- Available records
====

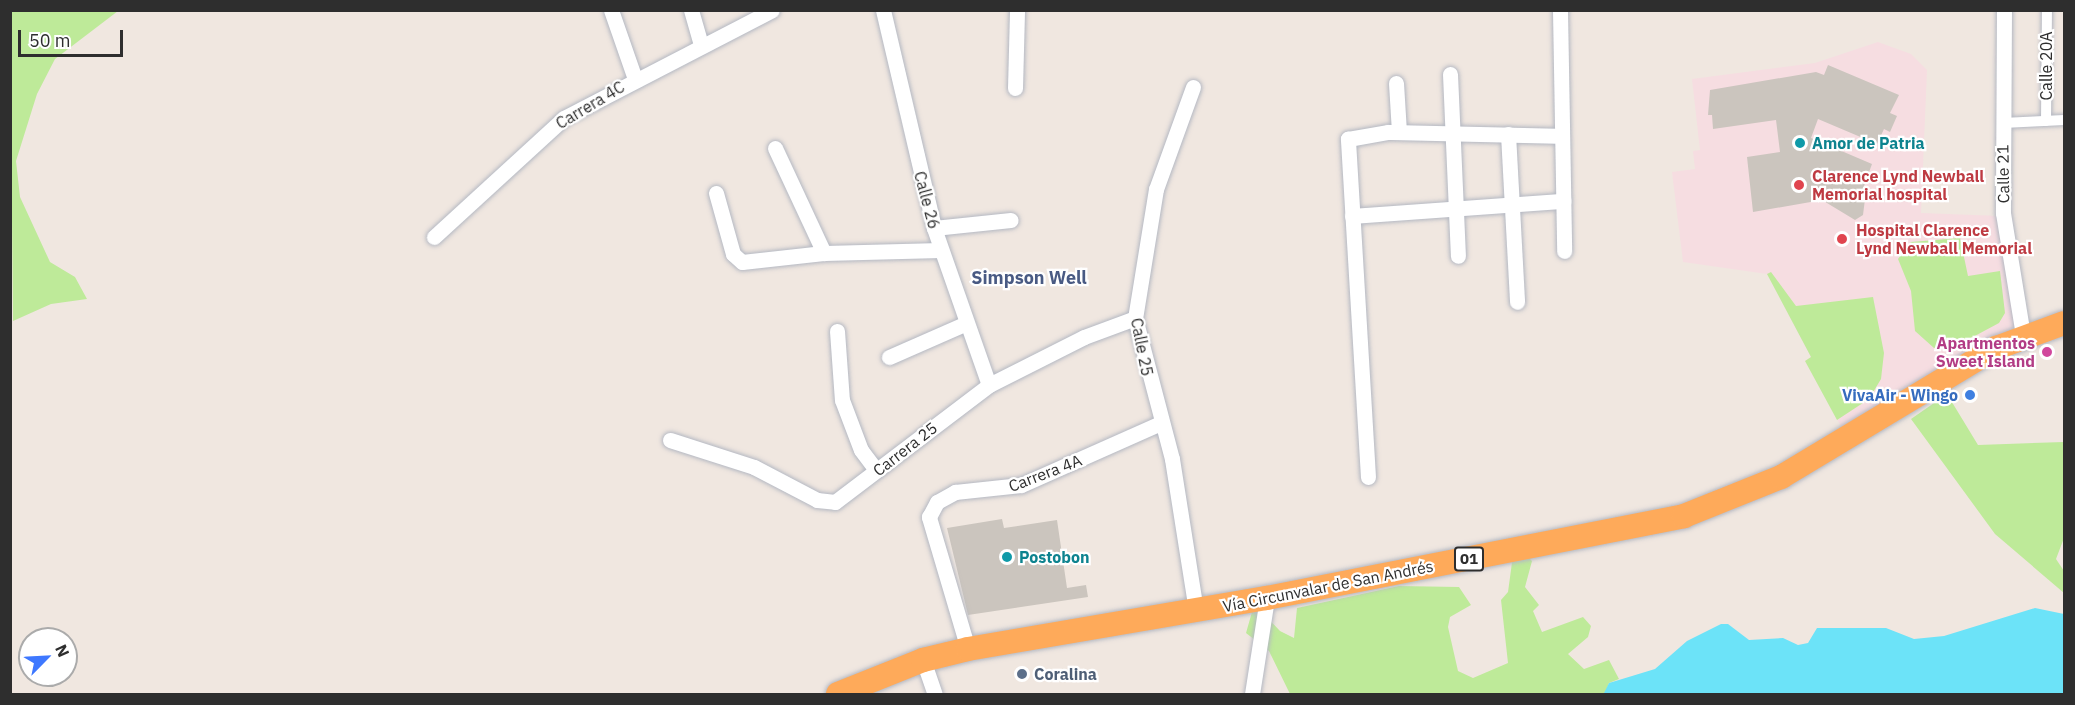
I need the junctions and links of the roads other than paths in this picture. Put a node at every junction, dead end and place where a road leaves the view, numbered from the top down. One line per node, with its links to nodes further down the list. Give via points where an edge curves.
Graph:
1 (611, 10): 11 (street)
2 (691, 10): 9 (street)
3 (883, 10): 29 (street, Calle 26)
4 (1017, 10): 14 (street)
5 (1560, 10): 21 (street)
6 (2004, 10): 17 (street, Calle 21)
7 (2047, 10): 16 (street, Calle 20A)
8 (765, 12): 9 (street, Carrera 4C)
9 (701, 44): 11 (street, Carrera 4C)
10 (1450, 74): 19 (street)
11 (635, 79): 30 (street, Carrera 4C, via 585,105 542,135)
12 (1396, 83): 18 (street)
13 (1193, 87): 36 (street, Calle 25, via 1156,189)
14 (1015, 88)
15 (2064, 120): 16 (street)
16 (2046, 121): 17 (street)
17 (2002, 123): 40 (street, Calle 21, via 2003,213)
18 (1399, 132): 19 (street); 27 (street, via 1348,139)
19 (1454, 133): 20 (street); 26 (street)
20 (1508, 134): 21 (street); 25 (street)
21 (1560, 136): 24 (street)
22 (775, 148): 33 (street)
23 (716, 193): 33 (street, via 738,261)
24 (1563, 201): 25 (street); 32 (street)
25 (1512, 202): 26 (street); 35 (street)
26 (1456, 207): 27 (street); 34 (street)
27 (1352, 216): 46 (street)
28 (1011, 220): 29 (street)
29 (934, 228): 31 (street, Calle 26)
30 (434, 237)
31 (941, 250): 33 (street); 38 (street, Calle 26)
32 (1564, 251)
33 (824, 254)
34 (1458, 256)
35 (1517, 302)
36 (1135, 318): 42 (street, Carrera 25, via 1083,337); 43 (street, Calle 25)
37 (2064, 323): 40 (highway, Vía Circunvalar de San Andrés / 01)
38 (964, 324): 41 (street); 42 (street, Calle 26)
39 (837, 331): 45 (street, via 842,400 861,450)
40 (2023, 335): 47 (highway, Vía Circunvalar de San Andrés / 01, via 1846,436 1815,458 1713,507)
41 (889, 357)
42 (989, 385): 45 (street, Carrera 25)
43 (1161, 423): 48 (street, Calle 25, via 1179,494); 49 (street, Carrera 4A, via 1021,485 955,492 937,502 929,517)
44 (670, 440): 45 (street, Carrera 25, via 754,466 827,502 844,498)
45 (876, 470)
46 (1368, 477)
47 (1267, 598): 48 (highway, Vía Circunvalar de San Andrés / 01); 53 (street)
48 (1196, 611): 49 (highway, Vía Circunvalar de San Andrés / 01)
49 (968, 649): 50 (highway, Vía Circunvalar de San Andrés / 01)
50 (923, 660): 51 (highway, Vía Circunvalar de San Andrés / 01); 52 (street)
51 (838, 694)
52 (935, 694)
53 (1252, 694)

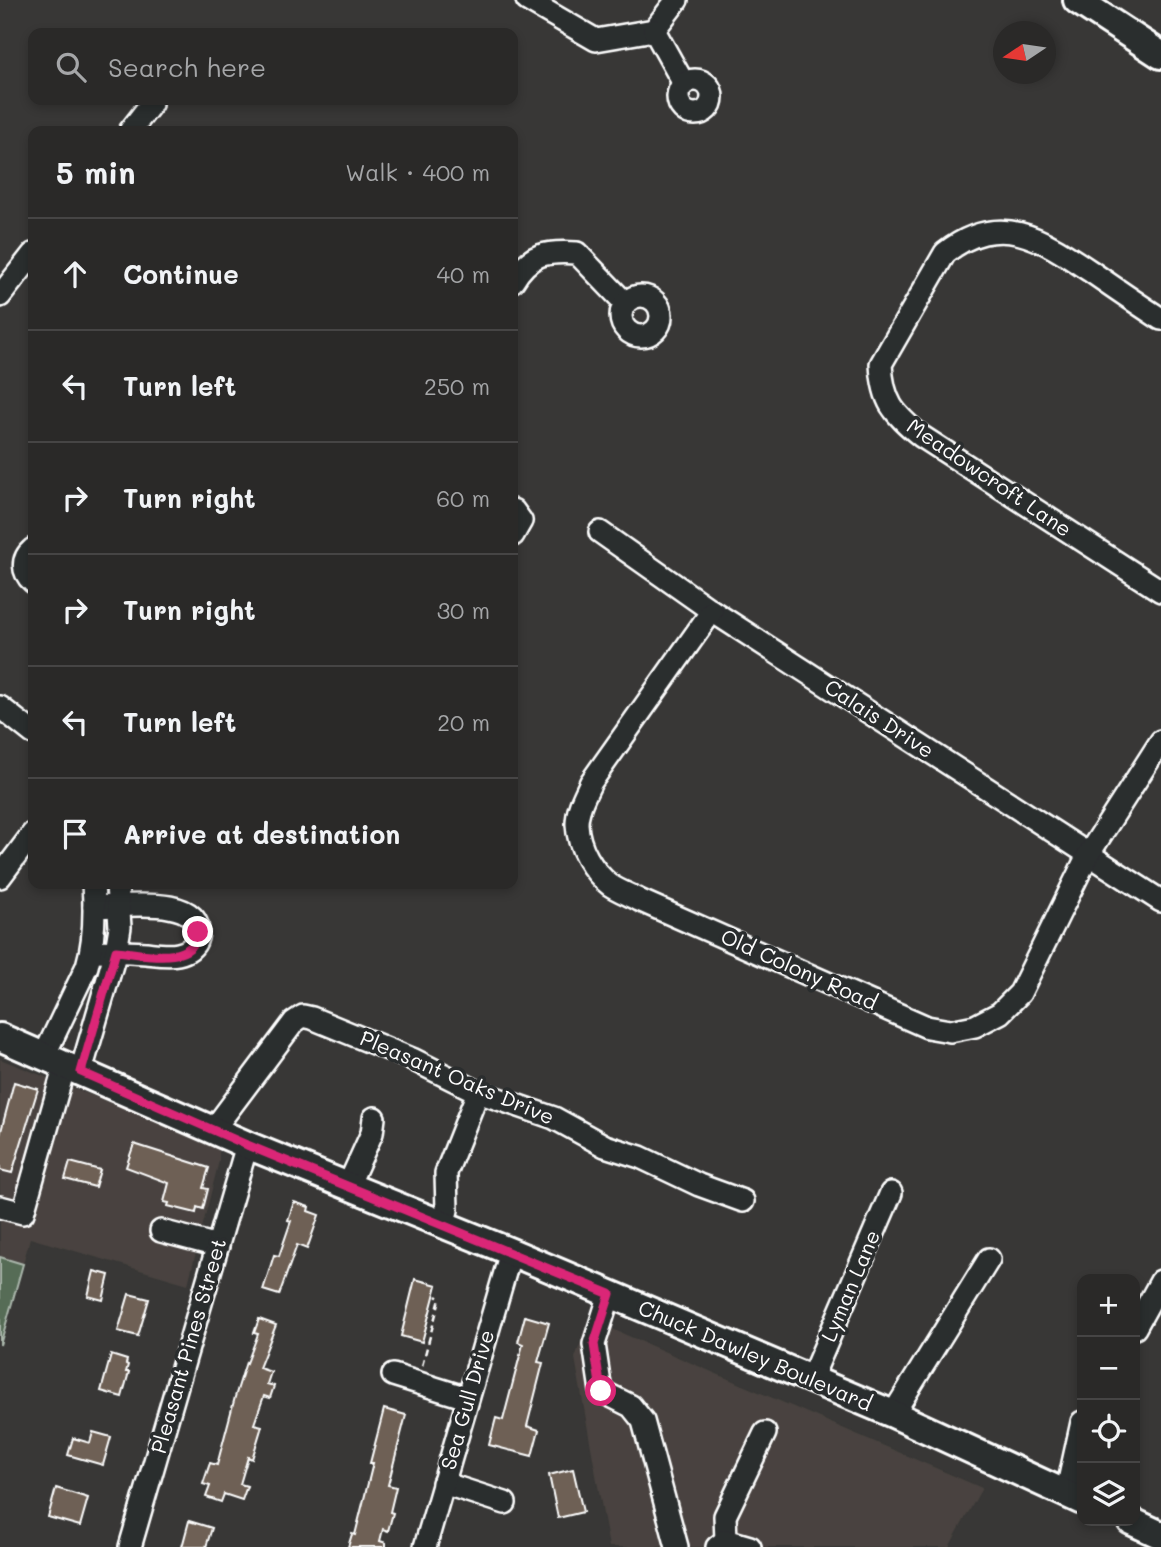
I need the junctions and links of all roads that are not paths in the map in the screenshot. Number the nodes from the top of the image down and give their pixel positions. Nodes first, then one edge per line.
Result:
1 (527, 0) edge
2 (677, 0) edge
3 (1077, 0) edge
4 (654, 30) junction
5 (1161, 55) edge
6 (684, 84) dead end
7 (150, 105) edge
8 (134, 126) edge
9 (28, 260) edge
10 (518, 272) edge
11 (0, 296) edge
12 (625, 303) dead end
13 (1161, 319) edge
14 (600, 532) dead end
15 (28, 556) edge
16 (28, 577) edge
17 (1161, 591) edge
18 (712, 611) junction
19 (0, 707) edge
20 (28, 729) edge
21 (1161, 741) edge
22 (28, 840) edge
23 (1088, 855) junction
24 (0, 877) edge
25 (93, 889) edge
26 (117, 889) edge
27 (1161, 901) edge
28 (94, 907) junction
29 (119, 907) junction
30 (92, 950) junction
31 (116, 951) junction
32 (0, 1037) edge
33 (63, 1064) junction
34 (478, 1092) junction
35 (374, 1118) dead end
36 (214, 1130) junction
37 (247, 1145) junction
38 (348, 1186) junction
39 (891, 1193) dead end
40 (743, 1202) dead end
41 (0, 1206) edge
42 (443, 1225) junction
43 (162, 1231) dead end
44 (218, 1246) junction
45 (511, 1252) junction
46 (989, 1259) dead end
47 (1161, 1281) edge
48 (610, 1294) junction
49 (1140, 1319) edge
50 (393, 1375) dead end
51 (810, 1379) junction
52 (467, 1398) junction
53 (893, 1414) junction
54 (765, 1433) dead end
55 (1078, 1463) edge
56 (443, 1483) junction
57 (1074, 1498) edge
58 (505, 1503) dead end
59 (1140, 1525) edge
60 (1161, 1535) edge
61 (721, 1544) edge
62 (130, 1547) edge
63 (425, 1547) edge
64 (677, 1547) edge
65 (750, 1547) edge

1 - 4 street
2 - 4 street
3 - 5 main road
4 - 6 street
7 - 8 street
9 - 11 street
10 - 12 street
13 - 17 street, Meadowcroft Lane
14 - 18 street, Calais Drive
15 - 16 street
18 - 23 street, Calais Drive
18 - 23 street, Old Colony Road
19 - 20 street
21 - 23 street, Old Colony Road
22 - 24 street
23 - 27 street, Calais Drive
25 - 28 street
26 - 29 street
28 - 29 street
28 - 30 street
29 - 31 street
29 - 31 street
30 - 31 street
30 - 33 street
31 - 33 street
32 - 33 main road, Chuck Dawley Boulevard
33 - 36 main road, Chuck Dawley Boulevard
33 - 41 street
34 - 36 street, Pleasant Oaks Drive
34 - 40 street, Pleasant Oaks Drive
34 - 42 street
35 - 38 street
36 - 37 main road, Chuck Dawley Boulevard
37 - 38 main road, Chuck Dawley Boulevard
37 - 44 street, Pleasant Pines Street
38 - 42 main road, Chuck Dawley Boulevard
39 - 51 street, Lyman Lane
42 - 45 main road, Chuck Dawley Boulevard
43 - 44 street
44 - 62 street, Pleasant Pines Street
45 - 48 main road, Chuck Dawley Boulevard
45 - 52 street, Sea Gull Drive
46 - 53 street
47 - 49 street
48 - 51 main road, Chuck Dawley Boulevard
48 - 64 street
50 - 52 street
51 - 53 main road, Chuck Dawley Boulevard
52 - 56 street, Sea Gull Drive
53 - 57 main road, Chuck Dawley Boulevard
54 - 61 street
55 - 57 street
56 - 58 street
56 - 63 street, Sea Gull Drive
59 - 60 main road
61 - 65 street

====

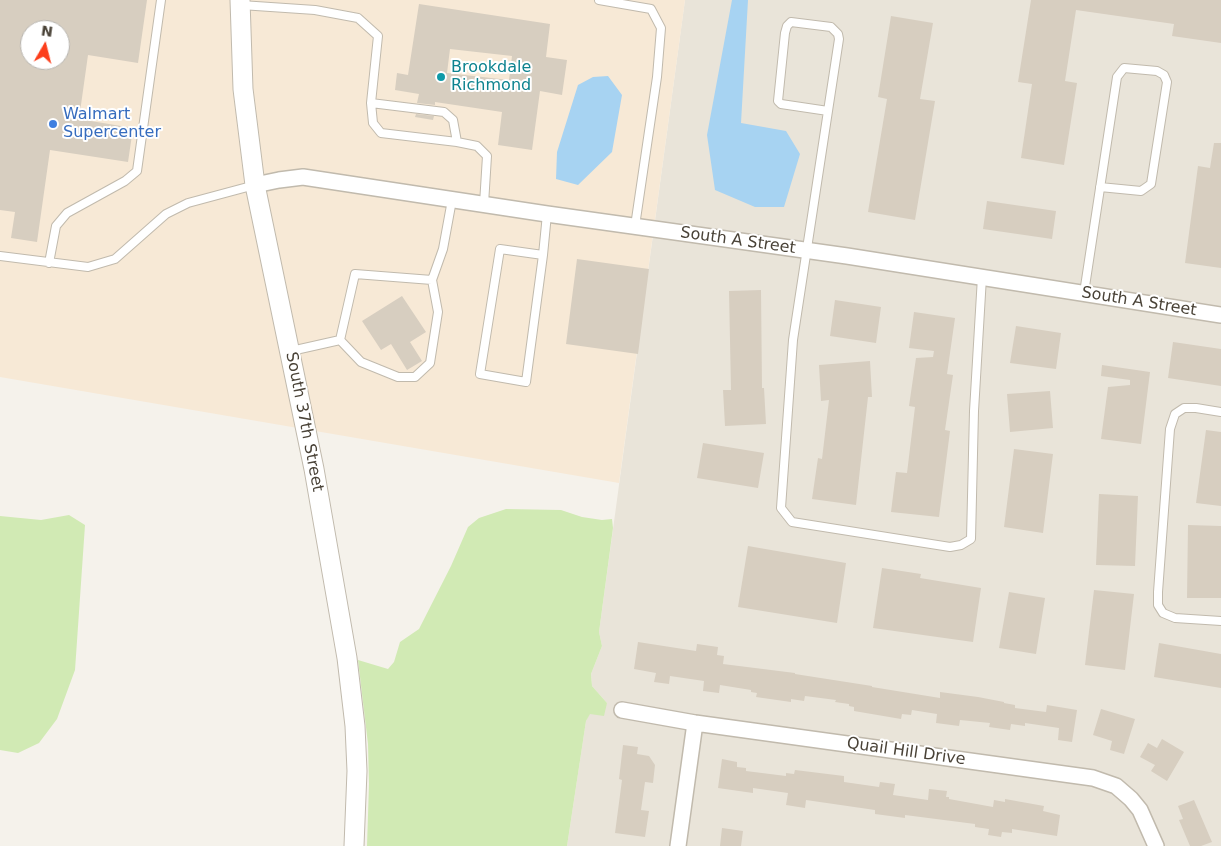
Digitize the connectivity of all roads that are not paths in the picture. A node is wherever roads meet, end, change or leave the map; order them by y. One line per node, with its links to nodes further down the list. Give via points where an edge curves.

====

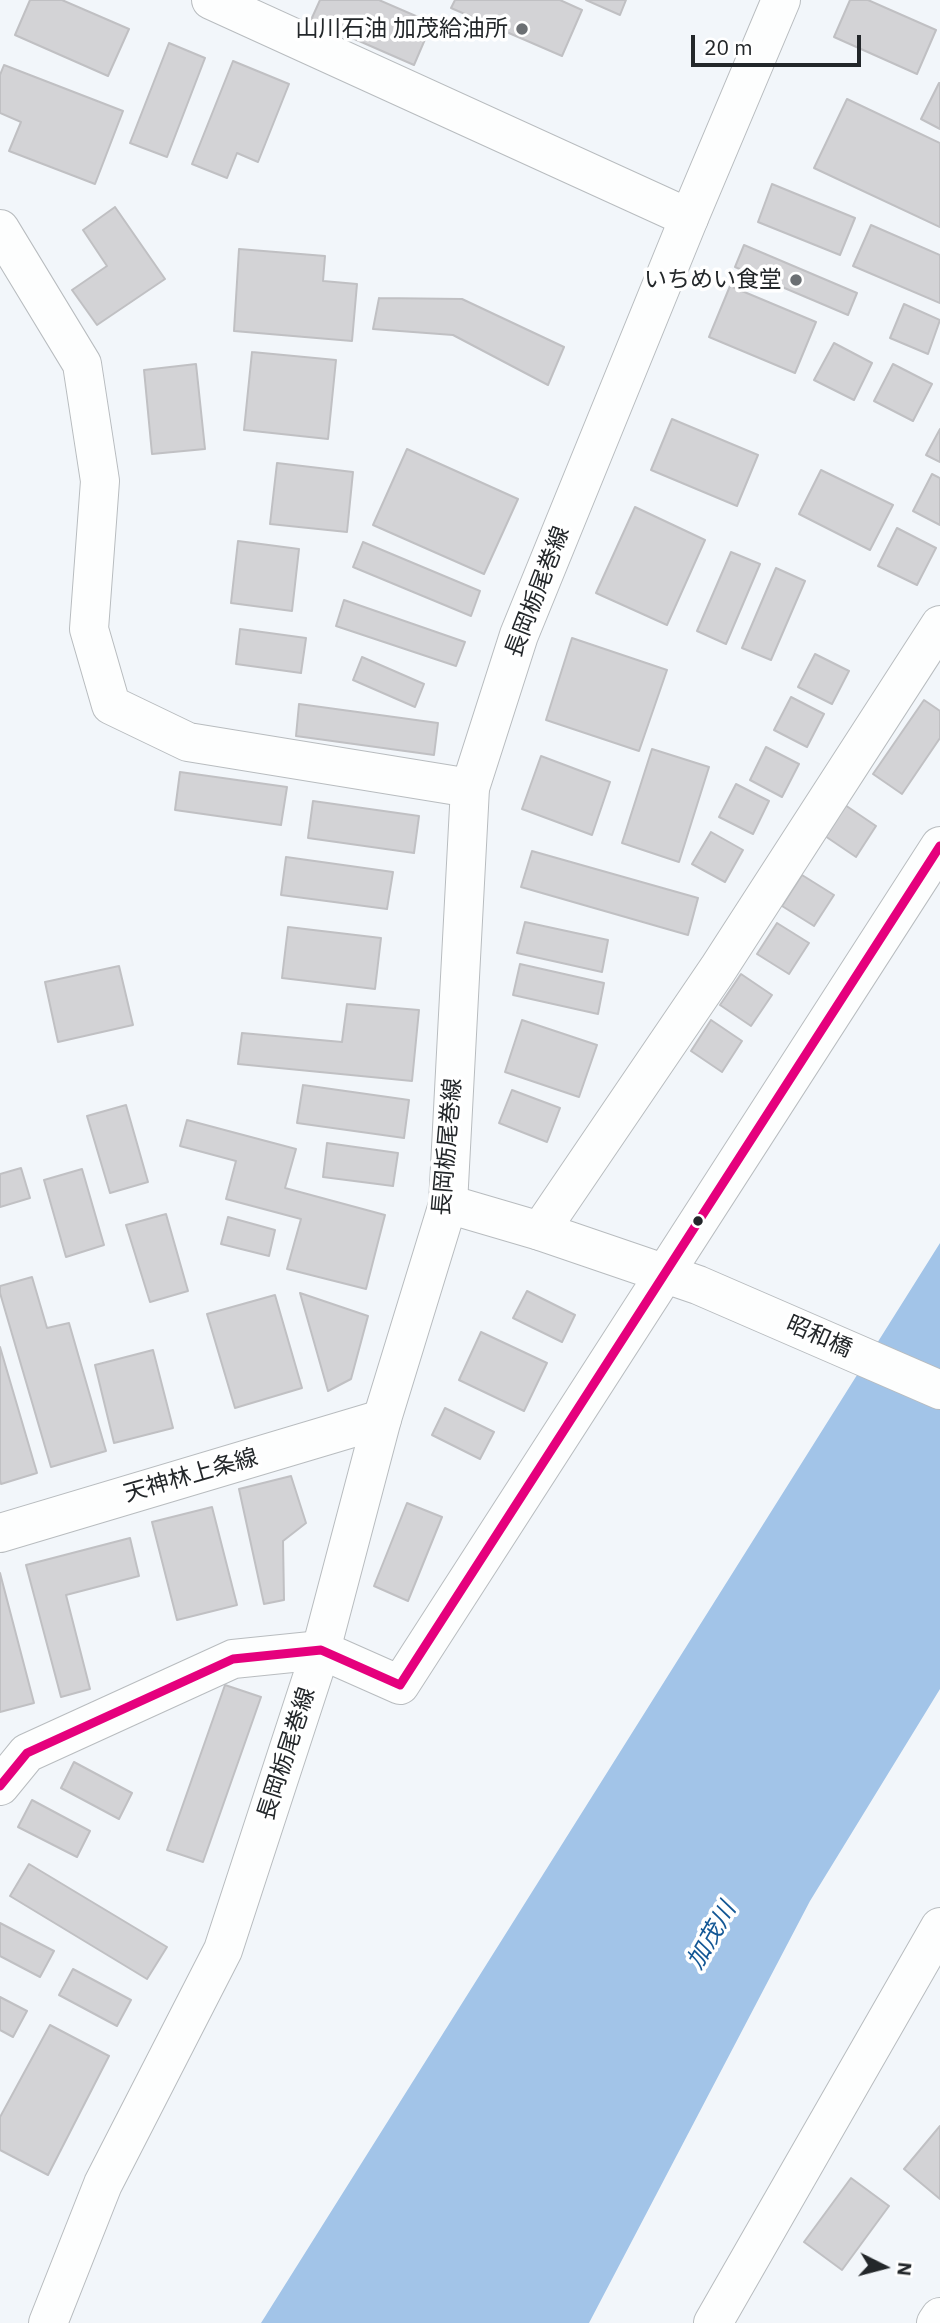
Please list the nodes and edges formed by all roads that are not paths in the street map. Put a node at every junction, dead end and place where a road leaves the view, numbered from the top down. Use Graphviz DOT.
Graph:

====

- What needs to be done
Among the entries, find every line holding "down" and return it.

- Written response
I need the junctions and links of the roads other than paths in this picture. Put a node at every junction, dead end and place where a road leaves the view, numbered from the top down. One line per node, with its links to nodes further down the list. Give via points where an edge curves.
I need the junctions and links of all roads that are not paths in the map in the screenshot. Number the nodes from the top of the image down and give their pixel positions. Nodes first, then one edge per line.
Digitize the connectivity of all roads that are not paths in the picture. A node is wherever roads meet, end, change or leave the map; order them by y. One line per node, with its links to nodes further down the list. Give via points where an edge curves.
Please list the nodes and edges formed by all roads that are not paths in the street map. Put a node at every junction, dead end and place where a road leaves the view, numbered from the top down. Use Graphviz DOT.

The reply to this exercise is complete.